Negative Correlation
When one variable increases as the other decreases (e.g., price vs. demand).
No Correlation
When variables are independent (points scattered randomly).
Clustered Data
When distinct groups exist in the data.
Troubleshooting
Issue: Too many overlapping points make patterns hard to see
- Solution: Reduce point opacity (try 30-50%), add jitter, use smaller point sizes, or consider hexbin/density plots for very large datasets.
Issue: Can't see correlation in the data
- Solution: Add a trend line or regression line, check if a log scale is needed, remove extreme outliers that compress the main pattern.
Issue: Points are too small or too large
- Solution: Adjust marker size in settings, ensure point size is visible but not overwhelming (typically 4-8px for most uses).
Issue: Categories are hard to distinguish by color
- Solution: Use a colorblind-friendly palette, ensure sufficient color contrast, limit to 5-7 categories, or use different shapes/symbols.

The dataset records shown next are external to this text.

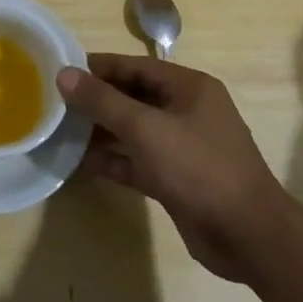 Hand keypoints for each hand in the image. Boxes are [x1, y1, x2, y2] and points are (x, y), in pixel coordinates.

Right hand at [57, 55, 288, 281]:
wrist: (247, 235)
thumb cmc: (198, 168)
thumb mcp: (145, 128)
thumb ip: (102, 101)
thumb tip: (64, 74)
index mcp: (189, 88)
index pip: (136, 66)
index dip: (99, 67)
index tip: (62, 70)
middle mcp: (187, 111)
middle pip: (134, 96)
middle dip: (97, 99)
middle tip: (55, 102)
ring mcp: (182, 147)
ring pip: (134, 130)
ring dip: (100, 130)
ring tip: (60, 129)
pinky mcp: (176, 179)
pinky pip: (137, 160)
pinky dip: (112, 159)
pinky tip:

Issue: Outliers dominate the view
- Solution: Filter extreme outliers, use axis limits to zoom into main cluster, or use log scale if outliers span orders of magnitude.
Issue: Can't identify specific data points
- Solution: Enable hover tooltips with detailed information, add labels to important points, or use interactive zoom/pan features.
Issue: Need to show third or fourth variable
- Solution: Use color for third variable, size for fourth variable. Avoid using both unless absolutely necessary as it can become cluttered.
Issue: Trend line doesn't fit the data well
- Solution: Try different regression methods (linear, polynomial, LOWESS), check for non-linear relationships, or fit separate lines for different groups.